Tuesday, April 28, 2015

Commercial Property High and Low Cap Rates


Throughout the United States, cap rates for rental properties may range from less than 4 percent up to 12 percent, 14 percent, or higher. Generally, a low cap rate occurs when you value highly desirable properties in good to top neighborhoods. Relatively high cap rates tend to follow less desirable properties in so so neighborhoods. Apartment buildings with condo conversion potential tend to sell with low cap rates. (Remember, a low cap rate translates into a relatively high value, and a high cap rate produces a relatively low value.) If you find that across all types of properties and neighborhoods in your city, cap rates in your area are too low (i.e., prices are too high), search other areas.


High cap rates (lower earnings multiples) may offer lower risk and higher cash-on-cash returns. Stock market investors may see the parallel between cap rates and P/E ratios. If a property sells with a cap rate of .085 (8.5 percent), that figure would represent a P/E multiple of close to 12. Conversely, a stock with a P/E multiple of, say, 14 would show an earnings yield (cap rate) of 7.1 percent (.071). Either way, these similar techniques both try to show the relative valuation of a stream of income. With stocks, a stream of corporate earnings-with real estate, a stream of rental earnings. Likewise, over time these yields will move up or down according to the strength of the economy, the outlook for interest rates, the potential for higher rents, the quality of the income, and various risk factors. No single cap rate can ever represent the “correct” rate.

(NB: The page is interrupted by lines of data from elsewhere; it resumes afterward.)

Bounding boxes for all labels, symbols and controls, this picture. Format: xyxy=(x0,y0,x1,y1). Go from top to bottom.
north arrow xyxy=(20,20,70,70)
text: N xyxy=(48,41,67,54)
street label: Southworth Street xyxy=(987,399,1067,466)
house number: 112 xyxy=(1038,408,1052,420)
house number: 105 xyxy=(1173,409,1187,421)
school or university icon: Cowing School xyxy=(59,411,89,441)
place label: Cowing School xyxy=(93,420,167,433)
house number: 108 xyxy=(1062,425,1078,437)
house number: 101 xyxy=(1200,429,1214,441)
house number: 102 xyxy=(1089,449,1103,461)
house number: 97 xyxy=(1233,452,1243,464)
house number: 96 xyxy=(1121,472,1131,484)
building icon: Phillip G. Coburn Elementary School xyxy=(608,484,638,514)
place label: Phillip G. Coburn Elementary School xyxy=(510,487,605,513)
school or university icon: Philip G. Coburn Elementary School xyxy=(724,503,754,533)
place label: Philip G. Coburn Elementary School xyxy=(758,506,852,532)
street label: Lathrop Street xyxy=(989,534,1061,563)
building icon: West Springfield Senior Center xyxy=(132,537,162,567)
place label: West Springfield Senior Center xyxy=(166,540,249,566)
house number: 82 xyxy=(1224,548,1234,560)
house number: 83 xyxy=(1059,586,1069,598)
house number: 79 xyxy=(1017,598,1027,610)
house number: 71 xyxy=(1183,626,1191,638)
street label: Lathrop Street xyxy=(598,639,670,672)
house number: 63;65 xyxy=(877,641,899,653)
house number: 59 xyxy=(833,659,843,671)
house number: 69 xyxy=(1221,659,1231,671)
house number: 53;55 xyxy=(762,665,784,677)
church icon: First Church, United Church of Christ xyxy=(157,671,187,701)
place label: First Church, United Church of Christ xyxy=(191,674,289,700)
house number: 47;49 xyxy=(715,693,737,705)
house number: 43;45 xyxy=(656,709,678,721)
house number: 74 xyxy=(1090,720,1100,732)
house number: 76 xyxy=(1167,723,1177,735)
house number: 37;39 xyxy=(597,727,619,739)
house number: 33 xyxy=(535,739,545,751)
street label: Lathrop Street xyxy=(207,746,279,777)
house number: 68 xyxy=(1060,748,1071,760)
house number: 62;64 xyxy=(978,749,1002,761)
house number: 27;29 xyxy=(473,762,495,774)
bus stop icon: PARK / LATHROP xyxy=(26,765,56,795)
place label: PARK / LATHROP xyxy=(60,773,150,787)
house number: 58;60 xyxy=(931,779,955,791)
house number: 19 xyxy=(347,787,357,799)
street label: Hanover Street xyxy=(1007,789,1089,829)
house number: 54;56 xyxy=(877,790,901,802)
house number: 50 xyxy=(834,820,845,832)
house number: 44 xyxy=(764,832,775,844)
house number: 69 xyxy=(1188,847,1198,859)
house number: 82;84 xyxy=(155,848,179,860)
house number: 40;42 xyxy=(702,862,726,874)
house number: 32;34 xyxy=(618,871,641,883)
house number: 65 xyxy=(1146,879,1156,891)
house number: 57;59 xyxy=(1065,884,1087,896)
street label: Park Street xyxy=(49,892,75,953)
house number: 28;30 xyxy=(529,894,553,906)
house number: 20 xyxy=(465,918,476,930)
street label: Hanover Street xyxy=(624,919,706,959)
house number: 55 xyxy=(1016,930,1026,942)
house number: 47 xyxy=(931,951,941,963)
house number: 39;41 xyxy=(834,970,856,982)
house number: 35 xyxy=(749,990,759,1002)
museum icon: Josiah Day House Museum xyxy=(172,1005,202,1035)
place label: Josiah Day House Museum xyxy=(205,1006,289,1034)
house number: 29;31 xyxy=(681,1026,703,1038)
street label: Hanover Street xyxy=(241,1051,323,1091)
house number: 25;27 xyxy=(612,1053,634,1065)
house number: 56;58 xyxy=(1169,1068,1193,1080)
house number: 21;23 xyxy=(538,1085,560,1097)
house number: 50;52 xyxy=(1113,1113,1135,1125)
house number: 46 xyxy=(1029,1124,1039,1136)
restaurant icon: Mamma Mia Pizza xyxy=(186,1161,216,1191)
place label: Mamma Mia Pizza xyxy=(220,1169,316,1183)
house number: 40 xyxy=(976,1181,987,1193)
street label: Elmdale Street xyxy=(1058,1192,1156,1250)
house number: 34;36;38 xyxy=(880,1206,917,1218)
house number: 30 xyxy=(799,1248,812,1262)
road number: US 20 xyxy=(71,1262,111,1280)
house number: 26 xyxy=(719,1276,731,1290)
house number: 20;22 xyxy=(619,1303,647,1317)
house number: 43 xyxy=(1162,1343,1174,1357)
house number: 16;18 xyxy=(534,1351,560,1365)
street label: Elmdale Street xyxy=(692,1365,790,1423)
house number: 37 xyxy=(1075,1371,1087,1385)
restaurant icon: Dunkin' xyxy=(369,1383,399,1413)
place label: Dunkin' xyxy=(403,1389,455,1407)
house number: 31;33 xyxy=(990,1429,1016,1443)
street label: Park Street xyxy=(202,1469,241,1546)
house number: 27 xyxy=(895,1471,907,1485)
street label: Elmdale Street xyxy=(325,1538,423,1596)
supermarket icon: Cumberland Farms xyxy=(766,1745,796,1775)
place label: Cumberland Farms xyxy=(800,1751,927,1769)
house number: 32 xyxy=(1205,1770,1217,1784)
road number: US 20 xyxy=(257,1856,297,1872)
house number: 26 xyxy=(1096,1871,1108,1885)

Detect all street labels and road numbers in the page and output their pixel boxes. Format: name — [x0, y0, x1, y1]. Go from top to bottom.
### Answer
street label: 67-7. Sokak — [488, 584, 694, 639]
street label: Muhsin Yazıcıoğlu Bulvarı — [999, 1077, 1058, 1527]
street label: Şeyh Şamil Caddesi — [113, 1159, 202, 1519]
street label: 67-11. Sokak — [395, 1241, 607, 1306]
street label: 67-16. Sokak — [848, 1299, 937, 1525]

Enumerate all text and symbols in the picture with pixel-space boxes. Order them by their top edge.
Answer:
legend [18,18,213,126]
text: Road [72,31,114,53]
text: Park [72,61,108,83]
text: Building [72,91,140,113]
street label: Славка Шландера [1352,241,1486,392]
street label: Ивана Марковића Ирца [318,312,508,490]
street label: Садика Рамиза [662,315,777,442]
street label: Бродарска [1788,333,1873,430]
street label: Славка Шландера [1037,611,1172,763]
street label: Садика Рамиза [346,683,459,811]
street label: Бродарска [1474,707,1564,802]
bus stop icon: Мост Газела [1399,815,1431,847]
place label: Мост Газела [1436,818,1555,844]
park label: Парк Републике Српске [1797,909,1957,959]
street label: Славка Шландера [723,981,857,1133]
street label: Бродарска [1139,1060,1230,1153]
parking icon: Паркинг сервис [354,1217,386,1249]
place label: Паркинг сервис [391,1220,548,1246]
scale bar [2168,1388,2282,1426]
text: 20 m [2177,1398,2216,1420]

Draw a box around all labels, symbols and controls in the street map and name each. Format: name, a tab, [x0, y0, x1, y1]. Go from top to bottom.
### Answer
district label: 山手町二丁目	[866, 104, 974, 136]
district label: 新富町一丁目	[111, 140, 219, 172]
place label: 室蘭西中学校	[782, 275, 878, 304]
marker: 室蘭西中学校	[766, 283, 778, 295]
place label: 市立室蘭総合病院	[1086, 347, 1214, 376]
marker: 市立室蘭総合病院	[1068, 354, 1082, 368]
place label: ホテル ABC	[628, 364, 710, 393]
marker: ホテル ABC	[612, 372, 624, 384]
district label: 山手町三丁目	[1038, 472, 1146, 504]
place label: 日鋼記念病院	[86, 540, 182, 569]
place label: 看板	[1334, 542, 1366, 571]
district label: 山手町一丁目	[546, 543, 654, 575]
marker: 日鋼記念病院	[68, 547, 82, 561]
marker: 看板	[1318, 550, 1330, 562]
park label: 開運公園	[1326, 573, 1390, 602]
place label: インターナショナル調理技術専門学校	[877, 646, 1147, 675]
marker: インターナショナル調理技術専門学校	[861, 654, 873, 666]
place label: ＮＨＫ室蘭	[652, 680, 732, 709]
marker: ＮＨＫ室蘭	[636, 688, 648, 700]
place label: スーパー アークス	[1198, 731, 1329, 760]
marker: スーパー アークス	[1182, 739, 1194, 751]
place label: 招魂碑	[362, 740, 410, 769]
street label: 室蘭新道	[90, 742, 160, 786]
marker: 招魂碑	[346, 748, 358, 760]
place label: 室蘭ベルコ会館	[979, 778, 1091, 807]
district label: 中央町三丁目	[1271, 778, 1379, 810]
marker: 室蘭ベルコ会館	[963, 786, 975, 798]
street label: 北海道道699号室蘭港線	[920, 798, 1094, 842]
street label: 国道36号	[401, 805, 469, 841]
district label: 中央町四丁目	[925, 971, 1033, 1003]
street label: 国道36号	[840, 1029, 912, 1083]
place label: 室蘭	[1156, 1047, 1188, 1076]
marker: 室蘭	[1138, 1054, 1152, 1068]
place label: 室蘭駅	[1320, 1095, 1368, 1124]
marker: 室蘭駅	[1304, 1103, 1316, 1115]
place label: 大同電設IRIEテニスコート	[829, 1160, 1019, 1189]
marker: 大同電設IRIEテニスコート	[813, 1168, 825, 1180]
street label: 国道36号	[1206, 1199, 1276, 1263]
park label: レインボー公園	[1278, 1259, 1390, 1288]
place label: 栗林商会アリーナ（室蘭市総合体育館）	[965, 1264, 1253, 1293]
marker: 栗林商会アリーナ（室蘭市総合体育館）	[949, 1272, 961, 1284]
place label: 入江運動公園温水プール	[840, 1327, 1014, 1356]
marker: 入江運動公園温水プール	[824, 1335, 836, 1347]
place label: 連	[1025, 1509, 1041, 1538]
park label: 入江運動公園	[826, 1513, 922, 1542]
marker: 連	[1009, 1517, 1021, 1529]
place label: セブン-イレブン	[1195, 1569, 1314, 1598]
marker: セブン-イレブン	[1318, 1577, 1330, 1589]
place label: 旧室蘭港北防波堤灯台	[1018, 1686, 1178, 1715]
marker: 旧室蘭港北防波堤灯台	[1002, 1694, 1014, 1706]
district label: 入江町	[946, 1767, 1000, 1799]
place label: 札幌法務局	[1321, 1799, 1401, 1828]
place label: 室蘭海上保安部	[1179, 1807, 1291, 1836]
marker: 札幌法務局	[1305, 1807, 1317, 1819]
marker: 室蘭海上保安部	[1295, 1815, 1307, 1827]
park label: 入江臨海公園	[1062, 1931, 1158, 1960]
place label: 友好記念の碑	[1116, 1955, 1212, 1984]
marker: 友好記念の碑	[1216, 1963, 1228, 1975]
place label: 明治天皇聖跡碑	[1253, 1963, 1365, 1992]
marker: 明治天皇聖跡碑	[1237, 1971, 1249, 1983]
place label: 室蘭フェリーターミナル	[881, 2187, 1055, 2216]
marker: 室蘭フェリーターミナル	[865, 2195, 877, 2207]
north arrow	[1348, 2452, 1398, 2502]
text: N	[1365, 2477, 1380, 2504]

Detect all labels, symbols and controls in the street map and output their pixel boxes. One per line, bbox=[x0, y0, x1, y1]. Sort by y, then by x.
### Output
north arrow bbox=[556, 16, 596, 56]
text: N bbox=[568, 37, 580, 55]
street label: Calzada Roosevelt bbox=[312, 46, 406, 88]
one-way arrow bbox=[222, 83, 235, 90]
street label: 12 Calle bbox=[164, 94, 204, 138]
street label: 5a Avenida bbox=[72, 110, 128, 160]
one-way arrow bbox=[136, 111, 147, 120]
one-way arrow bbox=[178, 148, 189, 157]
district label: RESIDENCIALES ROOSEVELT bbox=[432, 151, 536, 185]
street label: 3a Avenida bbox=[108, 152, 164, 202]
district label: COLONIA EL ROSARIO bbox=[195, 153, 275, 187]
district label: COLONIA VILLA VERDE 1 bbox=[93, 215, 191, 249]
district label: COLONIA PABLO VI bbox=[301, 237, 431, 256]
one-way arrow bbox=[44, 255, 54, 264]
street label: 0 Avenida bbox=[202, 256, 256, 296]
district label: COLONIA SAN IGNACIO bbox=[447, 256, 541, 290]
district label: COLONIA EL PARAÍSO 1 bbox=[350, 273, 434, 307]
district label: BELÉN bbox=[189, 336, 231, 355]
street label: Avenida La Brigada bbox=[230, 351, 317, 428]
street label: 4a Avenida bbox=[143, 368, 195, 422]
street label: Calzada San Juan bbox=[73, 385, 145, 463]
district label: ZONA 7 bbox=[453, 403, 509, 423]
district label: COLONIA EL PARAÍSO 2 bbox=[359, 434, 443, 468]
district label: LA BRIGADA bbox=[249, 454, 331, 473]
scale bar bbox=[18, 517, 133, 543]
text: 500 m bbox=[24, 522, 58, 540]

You must investigate each property submarket. When you buy conservatively, you widen your margin of safety. Yet, you may run across a super property at a relatively high price. Should you automatically reject it? Not necessarily. But before you buy, check, verify, and recheck your

optimistic expectations. Sometimes a “fully valued” property with extraordinary potential will outperform a bargain-priced property with very limited upside. When you buy high, know the risks. Unnoticed perils have brought down many a sure thing. Does your market data on the local

economy, your target tenants, and competing properties (rents, features) truly support your plans to grow the property’s NOI?